Tuesday, April 29, 2025

Slip sliding away

Topanga Canyon, after the flood

My mom is pounding on my bedroom door, shouting “Get up! Get dressed! We’ve got to get out of here!”  My first thought is that we have overslept and I am going to miss the bus. Then I wake up enough to remember it is Saturday. 

“Why?”

“Just look out the back door and come on!”  The back door is just outside my room. I peer out into the rainy dawn to see half our backyard is just gone.  I am dazed, unbelieving, frozen in place, and yet somehow I am dressed in moments and we are heading down the front steps to cross the street. I look back to see our house is now hanging over a slope of mud. What woke my mom was the sound of our trash can tumbling down.  

It is late January of 1969 and I am halfway through my 13th year. My dad is on one of his trips, back in North Carolina to see his mom. It has been raining all week. A few nights before my parents had talked on the phone. My dad said “If the house starts to slide down the hill, for heaven’s sake, bail out!”

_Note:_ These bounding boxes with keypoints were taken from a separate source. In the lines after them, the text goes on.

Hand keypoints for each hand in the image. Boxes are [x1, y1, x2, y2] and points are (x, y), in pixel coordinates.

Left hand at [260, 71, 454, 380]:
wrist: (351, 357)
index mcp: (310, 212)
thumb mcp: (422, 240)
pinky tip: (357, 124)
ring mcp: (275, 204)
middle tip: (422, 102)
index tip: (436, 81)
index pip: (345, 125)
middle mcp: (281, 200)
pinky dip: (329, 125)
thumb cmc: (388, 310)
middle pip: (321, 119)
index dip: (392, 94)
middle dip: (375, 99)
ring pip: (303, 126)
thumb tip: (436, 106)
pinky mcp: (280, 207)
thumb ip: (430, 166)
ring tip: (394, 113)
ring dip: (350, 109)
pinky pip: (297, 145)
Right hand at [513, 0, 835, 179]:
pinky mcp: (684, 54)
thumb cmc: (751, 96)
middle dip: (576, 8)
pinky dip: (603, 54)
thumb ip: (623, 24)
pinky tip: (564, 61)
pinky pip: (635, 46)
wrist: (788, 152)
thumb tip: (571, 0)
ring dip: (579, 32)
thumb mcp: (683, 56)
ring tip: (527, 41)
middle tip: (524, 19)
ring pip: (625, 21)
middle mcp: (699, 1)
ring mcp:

We cross the street to our older neighbors, Mr. and Mrs.Trindle, and soon we are warming by the fireplace. Power and phones are out, but we all have gas stoves and big propane tanks. We are warm and dry, safe and fed, and thankful we are alive. It is still raining. 

As the dark day passes, news starts to trickle up and down the hill. Our road is blocked by the mud that used to be under our house. We hear that all the roads in and out are blocked by flood damage. 

My mom also somehow has the courage to go back into our house to get some of our things. She always did the week’s shopping when she left work on Friday, so we have a pretty good supply of food. A neighbor with a freezer full of meat starts to distribute it before it thaws. Our house doesn’t move.  It is still raining. 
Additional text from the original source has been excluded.